Either way, this has been very interesting, and great fun, and I'm looking forwards to continuing it!
Notes:
- This project would have been much more difficult and clunky without the help of Professor Michelle Greene, who teaches at Minerva, and another individual (whose consent I'm awaiting to put his name here). Thank you!
- This question has been on my mind for a while, and I found the time for it when I could also use it as my final project for my first semester at the Minerva Schools, where I'm studying.
- I will upload my code (Python and SQL) to github shortly.
- I'm aware how clunky the tables look; I need to find a better solution to post them as HTML, or perhaps write the whole post in some other editor and export the HTML here.
- If you've made it this far - I would love any comments or feedback!
Do you have data on the count at which the pitch was thrown in? You can also look at the higher order sequences. If you are right, it is quite cool that the pitchers are this unpredictable!
ReplyDeleteIndeed - I have the full data on the at-bat, so looking at higher-order sequences is possible.
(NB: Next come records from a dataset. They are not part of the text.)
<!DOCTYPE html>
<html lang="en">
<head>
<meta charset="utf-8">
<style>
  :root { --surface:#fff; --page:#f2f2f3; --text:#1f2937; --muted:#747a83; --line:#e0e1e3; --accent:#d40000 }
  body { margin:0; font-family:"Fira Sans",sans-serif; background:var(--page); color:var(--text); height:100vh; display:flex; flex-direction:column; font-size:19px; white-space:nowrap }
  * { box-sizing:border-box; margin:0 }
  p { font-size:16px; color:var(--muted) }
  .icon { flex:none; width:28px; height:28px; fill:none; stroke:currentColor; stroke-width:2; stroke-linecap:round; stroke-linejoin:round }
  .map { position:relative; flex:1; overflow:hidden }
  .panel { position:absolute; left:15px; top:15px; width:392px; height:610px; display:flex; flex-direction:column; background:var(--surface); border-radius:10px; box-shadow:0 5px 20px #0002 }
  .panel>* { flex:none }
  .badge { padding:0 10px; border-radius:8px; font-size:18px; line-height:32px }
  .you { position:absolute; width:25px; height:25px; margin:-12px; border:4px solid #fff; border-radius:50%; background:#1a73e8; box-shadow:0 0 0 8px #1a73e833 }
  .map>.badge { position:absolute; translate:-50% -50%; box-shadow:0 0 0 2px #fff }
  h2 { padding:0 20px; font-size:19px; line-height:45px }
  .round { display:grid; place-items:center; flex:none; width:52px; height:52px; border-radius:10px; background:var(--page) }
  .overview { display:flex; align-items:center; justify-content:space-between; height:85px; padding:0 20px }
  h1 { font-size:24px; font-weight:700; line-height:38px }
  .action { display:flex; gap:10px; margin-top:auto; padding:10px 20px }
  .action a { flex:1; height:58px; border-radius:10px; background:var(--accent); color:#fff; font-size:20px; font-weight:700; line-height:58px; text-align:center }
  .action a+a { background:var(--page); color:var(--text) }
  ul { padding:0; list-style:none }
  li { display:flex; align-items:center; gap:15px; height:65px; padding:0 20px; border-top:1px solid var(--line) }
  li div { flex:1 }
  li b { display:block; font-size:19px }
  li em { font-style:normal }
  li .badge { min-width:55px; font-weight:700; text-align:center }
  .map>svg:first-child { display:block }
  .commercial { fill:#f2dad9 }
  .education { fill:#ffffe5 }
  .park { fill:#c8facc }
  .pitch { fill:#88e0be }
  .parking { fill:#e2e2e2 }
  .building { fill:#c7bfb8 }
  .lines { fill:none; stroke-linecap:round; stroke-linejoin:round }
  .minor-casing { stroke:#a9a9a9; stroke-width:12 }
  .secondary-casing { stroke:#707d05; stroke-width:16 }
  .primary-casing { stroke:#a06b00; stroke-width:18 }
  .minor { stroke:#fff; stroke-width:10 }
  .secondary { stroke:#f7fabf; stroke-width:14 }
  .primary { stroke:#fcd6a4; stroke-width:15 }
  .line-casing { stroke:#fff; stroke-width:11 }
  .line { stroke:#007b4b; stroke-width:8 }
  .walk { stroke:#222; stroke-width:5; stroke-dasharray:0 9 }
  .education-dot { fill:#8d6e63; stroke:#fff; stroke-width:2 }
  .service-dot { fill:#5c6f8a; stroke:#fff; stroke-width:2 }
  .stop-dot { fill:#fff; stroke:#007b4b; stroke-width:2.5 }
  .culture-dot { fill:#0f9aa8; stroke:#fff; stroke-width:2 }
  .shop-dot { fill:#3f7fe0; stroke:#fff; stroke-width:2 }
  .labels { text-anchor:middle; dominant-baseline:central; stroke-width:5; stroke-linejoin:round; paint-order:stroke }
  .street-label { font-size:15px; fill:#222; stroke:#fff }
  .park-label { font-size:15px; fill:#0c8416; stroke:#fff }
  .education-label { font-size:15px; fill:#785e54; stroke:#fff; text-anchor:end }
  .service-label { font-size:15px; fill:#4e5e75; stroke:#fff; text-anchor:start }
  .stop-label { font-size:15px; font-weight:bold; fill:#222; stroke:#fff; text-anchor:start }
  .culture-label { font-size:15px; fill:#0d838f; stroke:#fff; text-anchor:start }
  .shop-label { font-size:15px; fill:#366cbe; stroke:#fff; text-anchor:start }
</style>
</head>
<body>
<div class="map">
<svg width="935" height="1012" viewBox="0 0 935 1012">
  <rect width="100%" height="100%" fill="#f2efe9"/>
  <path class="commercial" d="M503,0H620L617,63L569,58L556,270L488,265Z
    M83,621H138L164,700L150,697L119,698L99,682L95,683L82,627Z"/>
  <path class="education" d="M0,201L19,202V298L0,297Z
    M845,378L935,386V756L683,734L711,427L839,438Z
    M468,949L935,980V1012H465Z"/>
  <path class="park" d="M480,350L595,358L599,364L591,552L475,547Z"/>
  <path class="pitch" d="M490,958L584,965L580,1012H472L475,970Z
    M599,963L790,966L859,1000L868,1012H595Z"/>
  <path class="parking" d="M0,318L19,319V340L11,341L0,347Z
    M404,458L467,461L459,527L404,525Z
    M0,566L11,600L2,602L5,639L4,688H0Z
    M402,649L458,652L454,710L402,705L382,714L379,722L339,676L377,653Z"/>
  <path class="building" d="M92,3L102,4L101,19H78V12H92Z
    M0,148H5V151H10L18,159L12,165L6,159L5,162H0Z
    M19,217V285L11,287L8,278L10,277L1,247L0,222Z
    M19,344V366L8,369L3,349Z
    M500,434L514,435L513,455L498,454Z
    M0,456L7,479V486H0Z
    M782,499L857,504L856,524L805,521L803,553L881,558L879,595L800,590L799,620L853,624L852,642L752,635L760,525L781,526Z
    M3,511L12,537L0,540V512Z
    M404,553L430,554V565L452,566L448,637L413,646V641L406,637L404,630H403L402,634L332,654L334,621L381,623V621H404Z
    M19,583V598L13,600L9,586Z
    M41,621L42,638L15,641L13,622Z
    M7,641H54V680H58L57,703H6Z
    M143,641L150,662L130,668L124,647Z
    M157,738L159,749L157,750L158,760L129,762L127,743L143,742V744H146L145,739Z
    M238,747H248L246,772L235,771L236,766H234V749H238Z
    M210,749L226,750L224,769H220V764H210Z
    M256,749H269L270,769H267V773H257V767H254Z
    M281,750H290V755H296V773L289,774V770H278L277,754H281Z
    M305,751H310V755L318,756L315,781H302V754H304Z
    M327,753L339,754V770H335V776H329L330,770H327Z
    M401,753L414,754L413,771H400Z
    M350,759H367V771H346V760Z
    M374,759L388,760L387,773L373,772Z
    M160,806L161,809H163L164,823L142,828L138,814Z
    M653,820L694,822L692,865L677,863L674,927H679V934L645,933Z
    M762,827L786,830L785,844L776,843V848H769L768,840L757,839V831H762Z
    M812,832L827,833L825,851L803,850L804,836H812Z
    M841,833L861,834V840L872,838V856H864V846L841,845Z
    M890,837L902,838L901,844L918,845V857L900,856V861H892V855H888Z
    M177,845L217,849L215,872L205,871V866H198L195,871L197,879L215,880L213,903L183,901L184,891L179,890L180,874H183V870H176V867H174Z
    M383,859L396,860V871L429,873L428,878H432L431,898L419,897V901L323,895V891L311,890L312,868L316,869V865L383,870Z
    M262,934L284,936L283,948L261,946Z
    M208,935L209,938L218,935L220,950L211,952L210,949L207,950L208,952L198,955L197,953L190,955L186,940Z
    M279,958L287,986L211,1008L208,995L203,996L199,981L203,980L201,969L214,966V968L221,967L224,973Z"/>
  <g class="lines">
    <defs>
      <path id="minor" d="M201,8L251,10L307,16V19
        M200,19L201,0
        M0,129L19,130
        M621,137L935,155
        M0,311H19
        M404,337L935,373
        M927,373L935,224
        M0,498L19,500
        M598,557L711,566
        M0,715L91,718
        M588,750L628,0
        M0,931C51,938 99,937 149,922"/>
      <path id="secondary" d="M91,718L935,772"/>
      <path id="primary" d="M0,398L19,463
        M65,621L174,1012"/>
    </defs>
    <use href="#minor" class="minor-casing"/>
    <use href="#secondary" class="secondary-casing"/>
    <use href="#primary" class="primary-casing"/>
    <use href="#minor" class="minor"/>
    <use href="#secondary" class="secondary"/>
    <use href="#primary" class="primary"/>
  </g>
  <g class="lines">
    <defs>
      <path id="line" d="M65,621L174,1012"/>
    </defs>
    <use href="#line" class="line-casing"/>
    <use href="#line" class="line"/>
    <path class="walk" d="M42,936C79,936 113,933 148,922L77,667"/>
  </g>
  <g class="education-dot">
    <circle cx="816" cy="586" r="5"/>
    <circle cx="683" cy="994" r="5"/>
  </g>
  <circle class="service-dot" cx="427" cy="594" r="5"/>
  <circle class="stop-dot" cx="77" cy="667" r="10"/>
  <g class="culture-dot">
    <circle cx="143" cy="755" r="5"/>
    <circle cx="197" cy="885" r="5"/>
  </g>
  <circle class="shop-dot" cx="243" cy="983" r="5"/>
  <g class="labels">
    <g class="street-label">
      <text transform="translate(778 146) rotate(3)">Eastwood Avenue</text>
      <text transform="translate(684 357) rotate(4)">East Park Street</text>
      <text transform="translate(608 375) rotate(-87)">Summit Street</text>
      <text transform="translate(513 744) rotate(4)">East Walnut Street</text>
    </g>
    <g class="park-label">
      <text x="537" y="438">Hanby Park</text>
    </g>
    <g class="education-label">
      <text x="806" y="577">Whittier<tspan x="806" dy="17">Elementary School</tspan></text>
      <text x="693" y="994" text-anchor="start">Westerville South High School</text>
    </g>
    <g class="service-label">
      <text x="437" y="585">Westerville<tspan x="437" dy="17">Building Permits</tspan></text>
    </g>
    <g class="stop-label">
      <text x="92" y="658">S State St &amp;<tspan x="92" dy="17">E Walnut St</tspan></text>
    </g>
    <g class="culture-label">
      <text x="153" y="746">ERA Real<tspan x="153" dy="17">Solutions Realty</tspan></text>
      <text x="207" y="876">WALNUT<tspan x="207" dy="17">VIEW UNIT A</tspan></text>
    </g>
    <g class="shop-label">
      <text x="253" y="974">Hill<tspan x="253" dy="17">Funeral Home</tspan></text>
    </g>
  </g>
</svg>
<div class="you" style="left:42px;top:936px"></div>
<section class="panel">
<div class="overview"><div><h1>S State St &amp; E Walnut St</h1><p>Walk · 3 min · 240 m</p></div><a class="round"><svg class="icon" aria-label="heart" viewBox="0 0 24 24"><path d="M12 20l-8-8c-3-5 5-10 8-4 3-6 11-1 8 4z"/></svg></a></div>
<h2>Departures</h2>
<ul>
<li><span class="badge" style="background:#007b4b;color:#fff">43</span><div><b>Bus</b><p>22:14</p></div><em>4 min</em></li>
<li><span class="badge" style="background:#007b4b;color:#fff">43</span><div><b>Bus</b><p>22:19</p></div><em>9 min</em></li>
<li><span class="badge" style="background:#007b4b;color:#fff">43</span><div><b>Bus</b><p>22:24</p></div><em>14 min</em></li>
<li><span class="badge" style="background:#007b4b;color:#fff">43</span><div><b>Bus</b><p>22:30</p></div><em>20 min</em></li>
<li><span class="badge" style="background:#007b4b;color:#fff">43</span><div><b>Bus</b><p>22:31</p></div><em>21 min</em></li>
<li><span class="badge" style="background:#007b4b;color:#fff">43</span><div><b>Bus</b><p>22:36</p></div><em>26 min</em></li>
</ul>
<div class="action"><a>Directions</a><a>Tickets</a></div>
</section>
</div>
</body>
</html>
My concern is sample size. For individual pitchers, the mean number of two-pitch transitions observed was around 700 in a single season. Three pitch transitions will probably make that number drop even further.
DeleteI guess I should start by figuring out how to calculate a meaningful sample size for a significant effect, and once I do that, see how many seasons' worth of data I need to analyze higher order transitions.